To help prevent customers from becoming victims, Bank of America has added another layer of authentication, beyond a user ID and password. People signing up for SiteKey would choose an image, a phrase and three challenge questions.
If customers are logging on the BofA site from their home computers, then they will only be shown the picture and phrase before being given access to their account. If they're using a different computer, then they also will be asked the challenge questions.

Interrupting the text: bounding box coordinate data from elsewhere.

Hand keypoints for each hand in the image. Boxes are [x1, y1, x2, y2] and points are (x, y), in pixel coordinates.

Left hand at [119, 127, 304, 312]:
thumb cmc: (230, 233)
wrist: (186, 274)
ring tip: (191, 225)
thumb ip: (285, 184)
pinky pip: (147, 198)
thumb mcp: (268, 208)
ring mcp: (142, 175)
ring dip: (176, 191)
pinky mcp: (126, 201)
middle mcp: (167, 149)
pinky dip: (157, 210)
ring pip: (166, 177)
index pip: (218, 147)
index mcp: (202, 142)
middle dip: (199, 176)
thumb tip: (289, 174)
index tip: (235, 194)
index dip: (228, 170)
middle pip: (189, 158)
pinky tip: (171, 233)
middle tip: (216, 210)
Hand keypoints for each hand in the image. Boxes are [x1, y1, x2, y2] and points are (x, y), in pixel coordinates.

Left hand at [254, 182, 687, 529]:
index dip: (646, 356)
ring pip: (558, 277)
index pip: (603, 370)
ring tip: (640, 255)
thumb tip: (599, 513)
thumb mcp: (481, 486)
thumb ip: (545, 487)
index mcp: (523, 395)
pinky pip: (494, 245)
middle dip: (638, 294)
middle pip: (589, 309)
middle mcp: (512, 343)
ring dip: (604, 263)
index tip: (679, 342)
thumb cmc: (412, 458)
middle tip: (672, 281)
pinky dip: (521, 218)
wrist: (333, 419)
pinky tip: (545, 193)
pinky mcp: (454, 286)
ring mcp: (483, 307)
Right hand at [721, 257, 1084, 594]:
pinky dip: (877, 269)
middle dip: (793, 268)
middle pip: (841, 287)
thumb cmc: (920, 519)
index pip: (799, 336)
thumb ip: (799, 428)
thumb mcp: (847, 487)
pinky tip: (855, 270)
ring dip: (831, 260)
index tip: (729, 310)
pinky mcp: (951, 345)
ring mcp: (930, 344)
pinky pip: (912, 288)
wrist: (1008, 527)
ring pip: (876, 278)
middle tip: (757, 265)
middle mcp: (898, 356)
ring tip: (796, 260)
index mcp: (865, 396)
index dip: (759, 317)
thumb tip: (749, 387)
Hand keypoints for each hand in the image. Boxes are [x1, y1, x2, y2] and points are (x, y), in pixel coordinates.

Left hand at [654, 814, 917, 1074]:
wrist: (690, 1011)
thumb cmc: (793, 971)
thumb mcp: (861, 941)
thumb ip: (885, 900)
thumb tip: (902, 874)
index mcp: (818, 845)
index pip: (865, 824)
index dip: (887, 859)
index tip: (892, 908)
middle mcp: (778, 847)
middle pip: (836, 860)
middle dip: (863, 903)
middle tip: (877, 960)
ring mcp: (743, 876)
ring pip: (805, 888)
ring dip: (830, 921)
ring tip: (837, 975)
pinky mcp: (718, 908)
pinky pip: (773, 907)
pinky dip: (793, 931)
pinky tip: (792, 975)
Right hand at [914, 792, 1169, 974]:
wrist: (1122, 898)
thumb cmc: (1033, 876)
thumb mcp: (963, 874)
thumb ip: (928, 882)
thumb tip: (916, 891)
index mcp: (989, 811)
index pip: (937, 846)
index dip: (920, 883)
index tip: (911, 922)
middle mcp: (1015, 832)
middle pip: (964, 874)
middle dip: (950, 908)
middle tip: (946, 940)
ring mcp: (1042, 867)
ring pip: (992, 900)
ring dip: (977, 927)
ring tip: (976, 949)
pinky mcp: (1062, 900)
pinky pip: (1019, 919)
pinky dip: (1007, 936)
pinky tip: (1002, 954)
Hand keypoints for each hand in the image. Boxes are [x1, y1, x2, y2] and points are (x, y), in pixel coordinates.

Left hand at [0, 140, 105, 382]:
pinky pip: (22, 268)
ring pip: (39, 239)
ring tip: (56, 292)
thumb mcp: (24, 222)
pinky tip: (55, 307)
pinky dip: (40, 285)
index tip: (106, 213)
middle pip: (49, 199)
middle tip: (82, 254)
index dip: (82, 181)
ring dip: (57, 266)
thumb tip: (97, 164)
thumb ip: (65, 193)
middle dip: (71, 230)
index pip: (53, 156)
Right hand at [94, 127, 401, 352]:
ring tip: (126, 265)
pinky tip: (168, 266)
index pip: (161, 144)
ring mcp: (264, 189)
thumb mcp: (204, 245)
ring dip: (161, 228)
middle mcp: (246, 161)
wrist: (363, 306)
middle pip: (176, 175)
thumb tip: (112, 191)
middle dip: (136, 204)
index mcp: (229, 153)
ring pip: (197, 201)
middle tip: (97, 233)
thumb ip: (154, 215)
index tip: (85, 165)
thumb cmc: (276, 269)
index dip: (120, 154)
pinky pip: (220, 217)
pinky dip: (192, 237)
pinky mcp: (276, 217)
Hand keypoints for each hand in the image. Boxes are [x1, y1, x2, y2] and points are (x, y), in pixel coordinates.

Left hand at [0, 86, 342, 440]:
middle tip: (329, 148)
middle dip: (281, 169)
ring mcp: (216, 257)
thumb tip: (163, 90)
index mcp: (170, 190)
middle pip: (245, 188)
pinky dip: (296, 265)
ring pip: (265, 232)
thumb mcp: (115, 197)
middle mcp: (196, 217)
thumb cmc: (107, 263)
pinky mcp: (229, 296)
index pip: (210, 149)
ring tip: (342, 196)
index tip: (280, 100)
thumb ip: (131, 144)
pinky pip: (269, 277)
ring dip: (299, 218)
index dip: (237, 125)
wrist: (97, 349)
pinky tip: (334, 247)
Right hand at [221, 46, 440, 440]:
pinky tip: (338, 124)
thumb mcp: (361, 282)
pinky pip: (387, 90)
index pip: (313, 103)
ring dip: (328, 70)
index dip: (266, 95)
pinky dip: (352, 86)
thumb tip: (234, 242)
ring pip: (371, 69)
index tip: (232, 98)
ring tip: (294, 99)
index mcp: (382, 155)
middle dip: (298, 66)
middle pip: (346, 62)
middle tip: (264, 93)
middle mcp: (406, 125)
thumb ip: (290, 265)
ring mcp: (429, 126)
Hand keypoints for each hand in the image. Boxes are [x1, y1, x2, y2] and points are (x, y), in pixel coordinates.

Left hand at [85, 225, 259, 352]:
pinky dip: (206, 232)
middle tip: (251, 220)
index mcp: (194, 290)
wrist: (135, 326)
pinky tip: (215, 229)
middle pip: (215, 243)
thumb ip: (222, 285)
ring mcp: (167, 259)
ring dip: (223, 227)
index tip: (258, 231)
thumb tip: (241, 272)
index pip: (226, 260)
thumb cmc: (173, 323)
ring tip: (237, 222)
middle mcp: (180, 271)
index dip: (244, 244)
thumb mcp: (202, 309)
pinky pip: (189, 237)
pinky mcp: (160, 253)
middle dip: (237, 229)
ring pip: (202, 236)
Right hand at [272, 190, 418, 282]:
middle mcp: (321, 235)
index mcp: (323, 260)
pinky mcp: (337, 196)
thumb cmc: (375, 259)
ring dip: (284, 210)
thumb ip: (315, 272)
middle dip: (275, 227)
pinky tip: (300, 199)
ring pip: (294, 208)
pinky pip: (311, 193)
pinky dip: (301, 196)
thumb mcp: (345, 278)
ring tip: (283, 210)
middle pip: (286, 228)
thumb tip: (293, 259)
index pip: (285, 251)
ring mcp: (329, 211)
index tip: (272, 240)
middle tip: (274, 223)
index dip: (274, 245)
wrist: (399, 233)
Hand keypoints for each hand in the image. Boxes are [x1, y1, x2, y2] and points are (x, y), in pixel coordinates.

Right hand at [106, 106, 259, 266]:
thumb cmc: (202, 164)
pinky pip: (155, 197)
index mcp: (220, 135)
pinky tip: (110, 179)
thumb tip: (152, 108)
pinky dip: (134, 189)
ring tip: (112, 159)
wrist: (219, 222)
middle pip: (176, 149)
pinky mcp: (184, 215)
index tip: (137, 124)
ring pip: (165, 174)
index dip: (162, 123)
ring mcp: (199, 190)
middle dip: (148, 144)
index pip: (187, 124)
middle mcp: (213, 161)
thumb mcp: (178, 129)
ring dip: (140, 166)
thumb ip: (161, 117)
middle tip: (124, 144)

The image and phrase shows the customer that they are entering a legitimate BofA site, bank spokeswoman Betty Riess said. The challenge questions tell the bank the person entering the site is a legitimate customer.
The Charlotte, N.C., bank has a "zero-liability guarantee" that protects online customers against losses due to unauthorized access to their accounts, Riess said. With the increase in phishing and pharming, however, the bank felt it needed to offer more.
"We wanted to go beyond (the guarantee)," Riess said.
While it doesn't release figures on the impact of Internet fraud on the bank or its customers, BofA has seen strong growth in online banking, Riess said. The number of customers has grown to 13.2 million as of the end of April, compared with 8.3 million the same month a year ago. However, less than half of those customers pay their bills online
Research has shown that better security could entice consumers to use online banking more.
In a survey conducted of 5,000 consumers last year, research firm Gartner found that 3 out of 5 who make online transactions said they would buy, invest or keep more money online with service providers who offered additional security, such as challenge-response options. In addition, the respondents also said they didn't mind if beefed up security slowed down the transaction.
The growing number of con artists justifies consumers' fear of becoming victims of Internet fraud. The number of phishing sites in April was 2,854, representing a 15 percent average monthly growth rate since July 2004, according to the Anti-Phishing Working Group.